TASK GOAL —
The required output is the exact run of lines below that opens at the line with "ring dip: (364, 415)" and closes at the line with "ring tip: (586, 438)".

RECORDS SUPPLIED —
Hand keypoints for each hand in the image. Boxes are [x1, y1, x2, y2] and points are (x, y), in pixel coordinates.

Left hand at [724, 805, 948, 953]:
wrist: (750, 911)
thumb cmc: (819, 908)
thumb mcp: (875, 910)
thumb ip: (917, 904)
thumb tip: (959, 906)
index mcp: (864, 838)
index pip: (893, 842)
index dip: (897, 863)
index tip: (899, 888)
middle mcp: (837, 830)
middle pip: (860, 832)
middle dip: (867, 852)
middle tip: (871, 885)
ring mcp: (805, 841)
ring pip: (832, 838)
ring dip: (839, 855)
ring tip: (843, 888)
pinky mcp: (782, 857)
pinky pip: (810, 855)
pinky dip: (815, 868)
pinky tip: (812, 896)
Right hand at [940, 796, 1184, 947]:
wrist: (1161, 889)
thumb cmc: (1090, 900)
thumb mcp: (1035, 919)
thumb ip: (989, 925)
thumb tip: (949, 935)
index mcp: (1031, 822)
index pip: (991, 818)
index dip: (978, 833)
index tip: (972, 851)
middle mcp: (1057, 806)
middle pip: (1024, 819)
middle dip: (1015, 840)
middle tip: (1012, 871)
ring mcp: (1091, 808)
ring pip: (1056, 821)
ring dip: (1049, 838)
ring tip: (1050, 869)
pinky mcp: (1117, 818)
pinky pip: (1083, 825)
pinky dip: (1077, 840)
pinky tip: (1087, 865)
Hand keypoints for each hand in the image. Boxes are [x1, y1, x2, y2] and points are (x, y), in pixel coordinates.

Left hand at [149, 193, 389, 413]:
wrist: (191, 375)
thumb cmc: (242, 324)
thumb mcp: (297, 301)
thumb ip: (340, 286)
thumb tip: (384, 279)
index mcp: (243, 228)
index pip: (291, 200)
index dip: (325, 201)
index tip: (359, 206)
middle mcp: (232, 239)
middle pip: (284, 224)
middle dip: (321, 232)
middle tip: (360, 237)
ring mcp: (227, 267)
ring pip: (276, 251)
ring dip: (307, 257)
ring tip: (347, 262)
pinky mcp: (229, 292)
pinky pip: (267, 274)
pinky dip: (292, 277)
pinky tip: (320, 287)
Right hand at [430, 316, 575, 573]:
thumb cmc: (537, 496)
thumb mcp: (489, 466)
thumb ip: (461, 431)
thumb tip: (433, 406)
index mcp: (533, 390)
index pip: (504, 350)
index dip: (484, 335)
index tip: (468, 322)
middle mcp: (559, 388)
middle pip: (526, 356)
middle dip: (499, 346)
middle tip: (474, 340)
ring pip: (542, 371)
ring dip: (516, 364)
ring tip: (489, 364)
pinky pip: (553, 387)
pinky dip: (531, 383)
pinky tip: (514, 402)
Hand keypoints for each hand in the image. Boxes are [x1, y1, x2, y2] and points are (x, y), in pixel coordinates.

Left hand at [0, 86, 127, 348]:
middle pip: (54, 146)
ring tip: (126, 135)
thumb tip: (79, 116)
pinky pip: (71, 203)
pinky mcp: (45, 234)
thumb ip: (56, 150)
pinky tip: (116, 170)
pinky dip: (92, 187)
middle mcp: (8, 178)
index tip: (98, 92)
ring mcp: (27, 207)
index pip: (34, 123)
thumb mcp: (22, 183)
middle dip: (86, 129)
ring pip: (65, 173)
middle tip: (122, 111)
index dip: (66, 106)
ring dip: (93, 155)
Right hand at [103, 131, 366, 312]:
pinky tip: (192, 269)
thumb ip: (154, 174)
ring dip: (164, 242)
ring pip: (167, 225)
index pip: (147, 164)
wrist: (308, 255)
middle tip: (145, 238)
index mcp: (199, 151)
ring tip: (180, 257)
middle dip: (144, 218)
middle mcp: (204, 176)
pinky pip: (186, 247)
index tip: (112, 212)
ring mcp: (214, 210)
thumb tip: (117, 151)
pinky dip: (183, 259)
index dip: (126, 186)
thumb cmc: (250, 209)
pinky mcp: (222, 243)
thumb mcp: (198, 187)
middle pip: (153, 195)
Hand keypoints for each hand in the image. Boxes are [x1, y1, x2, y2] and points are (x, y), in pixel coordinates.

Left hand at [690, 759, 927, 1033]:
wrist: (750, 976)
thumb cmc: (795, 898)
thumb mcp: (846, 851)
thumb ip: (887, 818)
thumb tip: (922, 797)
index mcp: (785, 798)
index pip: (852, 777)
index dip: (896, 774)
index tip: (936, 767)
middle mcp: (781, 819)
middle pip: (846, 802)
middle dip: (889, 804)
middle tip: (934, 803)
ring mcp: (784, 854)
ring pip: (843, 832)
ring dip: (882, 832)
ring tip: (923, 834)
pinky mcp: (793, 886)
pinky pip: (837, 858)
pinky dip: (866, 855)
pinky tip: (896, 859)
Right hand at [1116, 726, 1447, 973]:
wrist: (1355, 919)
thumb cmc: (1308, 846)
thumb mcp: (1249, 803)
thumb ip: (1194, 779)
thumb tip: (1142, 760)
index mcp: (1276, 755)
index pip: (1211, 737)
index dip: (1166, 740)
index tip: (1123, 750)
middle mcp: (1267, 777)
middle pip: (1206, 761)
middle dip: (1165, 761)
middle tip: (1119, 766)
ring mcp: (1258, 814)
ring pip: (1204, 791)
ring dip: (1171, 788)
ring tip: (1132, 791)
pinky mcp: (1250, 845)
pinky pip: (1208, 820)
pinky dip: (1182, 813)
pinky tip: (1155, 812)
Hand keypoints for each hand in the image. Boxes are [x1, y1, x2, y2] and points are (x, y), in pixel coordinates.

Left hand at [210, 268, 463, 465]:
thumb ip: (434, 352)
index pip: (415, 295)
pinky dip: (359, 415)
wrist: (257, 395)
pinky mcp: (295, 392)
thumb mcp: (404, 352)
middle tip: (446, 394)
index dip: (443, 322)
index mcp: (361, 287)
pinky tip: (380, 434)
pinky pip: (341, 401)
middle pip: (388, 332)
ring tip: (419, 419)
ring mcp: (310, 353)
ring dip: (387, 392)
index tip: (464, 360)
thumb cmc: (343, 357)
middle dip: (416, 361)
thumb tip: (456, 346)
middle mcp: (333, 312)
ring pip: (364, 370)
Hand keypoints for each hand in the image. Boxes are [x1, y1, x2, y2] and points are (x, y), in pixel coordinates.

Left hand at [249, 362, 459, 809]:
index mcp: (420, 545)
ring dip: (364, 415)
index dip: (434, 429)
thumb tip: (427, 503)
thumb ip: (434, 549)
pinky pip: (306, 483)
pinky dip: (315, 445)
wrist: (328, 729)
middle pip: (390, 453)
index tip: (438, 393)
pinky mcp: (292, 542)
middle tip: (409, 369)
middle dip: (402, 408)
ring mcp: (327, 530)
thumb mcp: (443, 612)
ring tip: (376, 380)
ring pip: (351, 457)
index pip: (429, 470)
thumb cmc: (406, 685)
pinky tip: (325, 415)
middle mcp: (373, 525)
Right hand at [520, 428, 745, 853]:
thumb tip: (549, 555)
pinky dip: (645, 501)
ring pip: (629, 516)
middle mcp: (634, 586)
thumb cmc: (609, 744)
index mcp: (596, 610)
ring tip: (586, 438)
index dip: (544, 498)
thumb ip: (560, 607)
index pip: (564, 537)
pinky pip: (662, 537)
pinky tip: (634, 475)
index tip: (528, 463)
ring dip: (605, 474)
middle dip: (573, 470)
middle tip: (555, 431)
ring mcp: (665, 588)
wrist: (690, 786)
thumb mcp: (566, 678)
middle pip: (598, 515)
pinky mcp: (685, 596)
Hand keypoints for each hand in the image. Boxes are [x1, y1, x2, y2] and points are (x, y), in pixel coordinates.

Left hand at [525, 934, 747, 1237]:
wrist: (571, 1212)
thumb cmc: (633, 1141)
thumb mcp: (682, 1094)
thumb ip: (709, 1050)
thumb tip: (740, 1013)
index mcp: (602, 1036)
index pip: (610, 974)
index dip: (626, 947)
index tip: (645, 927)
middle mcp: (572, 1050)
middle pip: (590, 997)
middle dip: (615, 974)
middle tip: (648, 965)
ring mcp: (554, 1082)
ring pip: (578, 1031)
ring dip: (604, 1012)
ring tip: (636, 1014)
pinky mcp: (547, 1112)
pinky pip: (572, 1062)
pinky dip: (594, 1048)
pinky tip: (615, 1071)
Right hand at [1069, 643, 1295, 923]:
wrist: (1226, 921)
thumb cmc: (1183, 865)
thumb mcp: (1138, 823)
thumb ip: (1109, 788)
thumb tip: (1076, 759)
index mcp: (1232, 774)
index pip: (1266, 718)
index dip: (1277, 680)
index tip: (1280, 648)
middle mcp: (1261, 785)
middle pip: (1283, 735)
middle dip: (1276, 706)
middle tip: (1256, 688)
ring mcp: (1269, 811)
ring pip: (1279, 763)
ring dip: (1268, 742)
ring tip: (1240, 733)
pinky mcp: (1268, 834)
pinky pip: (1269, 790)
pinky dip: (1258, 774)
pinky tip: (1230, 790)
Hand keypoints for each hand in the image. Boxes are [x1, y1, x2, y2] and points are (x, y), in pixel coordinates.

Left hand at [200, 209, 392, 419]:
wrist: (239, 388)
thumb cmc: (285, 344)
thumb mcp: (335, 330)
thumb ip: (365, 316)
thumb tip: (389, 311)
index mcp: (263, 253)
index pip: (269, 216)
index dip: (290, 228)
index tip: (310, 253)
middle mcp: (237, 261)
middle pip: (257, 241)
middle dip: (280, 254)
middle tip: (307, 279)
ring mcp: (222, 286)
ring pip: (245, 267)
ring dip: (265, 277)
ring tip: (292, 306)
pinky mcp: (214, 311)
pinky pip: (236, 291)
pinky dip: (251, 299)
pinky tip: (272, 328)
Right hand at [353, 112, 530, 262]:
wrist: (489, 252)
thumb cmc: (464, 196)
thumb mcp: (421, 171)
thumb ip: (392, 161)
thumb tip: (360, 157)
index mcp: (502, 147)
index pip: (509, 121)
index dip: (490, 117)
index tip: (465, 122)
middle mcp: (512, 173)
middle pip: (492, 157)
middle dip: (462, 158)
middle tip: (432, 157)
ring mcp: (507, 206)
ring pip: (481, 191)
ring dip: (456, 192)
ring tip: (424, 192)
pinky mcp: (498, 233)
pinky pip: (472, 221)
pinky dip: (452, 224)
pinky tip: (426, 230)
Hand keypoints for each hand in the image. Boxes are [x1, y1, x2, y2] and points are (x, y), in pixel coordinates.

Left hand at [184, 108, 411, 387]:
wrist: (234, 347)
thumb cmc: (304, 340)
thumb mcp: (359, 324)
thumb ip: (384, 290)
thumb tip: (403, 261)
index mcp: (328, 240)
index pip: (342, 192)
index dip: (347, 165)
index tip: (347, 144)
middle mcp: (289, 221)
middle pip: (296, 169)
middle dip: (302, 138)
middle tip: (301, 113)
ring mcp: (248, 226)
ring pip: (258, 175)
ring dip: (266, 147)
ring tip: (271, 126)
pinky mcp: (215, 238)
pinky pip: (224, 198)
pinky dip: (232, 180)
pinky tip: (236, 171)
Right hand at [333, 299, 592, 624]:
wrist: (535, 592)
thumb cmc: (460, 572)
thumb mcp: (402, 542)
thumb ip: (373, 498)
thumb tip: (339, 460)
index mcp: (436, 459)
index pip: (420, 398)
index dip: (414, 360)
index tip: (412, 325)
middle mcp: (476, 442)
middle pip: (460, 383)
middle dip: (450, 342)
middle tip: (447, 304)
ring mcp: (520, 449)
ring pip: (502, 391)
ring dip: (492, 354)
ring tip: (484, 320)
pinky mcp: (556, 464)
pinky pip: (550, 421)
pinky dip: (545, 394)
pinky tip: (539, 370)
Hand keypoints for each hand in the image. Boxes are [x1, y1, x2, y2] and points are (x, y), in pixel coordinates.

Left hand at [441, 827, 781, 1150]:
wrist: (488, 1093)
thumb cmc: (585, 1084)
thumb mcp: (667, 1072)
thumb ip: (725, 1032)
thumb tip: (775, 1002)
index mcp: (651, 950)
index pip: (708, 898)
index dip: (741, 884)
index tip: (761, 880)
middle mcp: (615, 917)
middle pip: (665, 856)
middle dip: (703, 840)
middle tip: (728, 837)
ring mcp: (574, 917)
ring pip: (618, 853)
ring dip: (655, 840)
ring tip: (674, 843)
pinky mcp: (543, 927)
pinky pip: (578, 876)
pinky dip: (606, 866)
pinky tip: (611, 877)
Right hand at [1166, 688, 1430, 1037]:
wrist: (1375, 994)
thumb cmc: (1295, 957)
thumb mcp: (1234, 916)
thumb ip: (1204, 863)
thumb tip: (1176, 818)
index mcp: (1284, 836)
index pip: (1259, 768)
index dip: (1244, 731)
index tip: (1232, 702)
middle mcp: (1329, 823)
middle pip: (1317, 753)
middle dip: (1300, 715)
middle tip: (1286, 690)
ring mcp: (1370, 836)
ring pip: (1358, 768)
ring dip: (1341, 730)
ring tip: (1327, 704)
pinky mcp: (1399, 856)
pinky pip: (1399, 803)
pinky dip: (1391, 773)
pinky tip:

ANSWER TO THIS EXERCISE —
ring dip: (364, 415)
index dip: (434, 429)
thumb tip: (427, 503)
thumb ip: (434, 549)
pinky pip: (306, 483)
pinky dip: (315, 445)
wrist: (328, 729)
middle pip: (390, 453)
index tip: (438, 393)
pinky mcp: (292, 542)
middle tip: (409, 369)
middle dip: (402, 408)
ring mcp: (327, 530)
thumb mcp: (443, 612)
ring tip: (376, 380)
ring pip: (351, 457)
index pip: (429, 470)
thumb cmc: (406, 685)
pinky tip: (325, 415)
middle mcp: (373, 525)
Right hand at [520, 428, 745, 853]:
thumb tip: (549, 555)
pinky dip: (645, 501)
ring pip: (629, 516)
middle mcp: (634, 586)
thumb cmc: (609, 744)
index mcp: (596, 610)
ring tip: (586, 438)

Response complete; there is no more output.